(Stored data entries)
[Start of Attachment]

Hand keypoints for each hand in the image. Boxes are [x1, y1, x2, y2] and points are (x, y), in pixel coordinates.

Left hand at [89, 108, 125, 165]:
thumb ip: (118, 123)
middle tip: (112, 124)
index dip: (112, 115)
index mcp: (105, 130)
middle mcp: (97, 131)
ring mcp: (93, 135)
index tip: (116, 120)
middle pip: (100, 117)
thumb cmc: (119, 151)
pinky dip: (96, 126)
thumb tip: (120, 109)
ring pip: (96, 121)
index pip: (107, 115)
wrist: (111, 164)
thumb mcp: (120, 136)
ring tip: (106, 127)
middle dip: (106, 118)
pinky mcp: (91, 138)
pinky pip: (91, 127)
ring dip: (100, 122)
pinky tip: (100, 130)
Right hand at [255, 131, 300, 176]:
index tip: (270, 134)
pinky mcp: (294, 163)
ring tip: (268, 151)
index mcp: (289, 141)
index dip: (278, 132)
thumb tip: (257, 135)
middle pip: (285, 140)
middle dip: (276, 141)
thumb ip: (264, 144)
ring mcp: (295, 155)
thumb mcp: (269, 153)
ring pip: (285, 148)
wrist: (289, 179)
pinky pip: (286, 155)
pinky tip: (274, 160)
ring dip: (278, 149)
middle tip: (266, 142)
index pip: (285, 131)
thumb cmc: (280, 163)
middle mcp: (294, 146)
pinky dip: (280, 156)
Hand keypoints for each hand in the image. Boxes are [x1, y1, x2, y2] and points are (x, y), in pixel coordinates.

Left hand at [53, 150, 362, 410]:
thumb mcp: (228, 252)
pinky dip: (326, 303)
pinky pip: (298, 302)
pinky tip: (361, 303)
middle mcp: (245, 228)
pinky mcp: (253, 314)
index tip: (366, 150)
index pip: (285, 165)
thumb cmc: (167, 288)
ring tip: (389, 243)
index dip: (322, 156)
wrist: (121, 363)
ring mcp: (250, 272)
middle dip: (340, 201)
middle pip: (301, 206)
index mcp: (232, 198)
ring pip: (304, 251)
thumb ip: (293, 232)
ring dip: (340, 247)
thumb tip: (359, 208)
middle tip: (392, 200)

[End of Attachment]

PROBLEM STATEMENT — Copy all of the data exactly. Skip nothing.

ANSWER SPACE —
Hand keypoints for each hand in the image. Boxes are [x1, y1, x2, y2] and points are (x, y), in pixel coordinates.

Left hand at [89, 108, 125, 165]:
thumb ip: (118, 123)
middle tip: (112, 124)
index dip: (112, 115)
index mcp: (105, 130)
middle mcp: (97, 131)
ring mcp: (93, 135)
index tip: (116, 120)
middle pip: (100, 117)
thumb cmc: (119, 151)
pinky dip: (96, 126)
thumb tip: (120, 109)
ring pip: (96, 121)
index pip: (107, 115)
wrist: (111, 164)
thumb mcp: (120, 136)
ring tip: (106, 127)
middle dip: (106, 118)
pinky mcp: (91, 138)
pinky pip: (91, 127)
ring dip: (100, 122)
pinky tip: (100, 130)
Right hand at [255, 131, 300, 176]:
index tip: (270, 134)
pinky mcp: (294, 163)
ring tip: (268, 151)
index mcp: (289, 141)
index dip: (278, 132)
thumb tip: (257, 135)
middle pip: (285, 140)
middle dip: (276, 141)
thumb ip: (264, 144)
ring mcp: (295, 155)
thumb mcp: (269, 153)
ring pip: (285, 148)
wrist: (289, 179)
pinky pip: (286, 155)
pinky tip: (274, 160)
ring dip: (278, 149)
middle tip: (266, 142)
index pip: (285, 131)
thumb cmc: (280, 163)
middle mcp: (294, 146)
pinky dip: (280, 156)
Hand keypoints for each hand in the image. Boxes are [x1, y1, x2, y2] and points are (x, y), in pixel coordinates.

Left hand at [53, 150, 362, 410]:
thumb mcp: (228, 252)
pinky dip: (326, 303)
pinky pip: (298, 302)
pinky tip: (361, 303)
middle mcp: (245, 228)
pinky mcp: (253, 314)
index tip: (366, 150)
index pip: (285, 165)
thumb cmc: (167, 288)
ring tip: (389, 243)
index dip: (322, 156)
wrist: (121, 363)
ring mcp: (250, 272)
middle dip: (340, 201)
middle pip: (301, 206)
index mcp: (232, 198)
ring pip: (304, 251)
thumb ip: (293, 232)
ring dip: (340, 247)
thumb tip: (359, 208)
middle tip: (392, 200)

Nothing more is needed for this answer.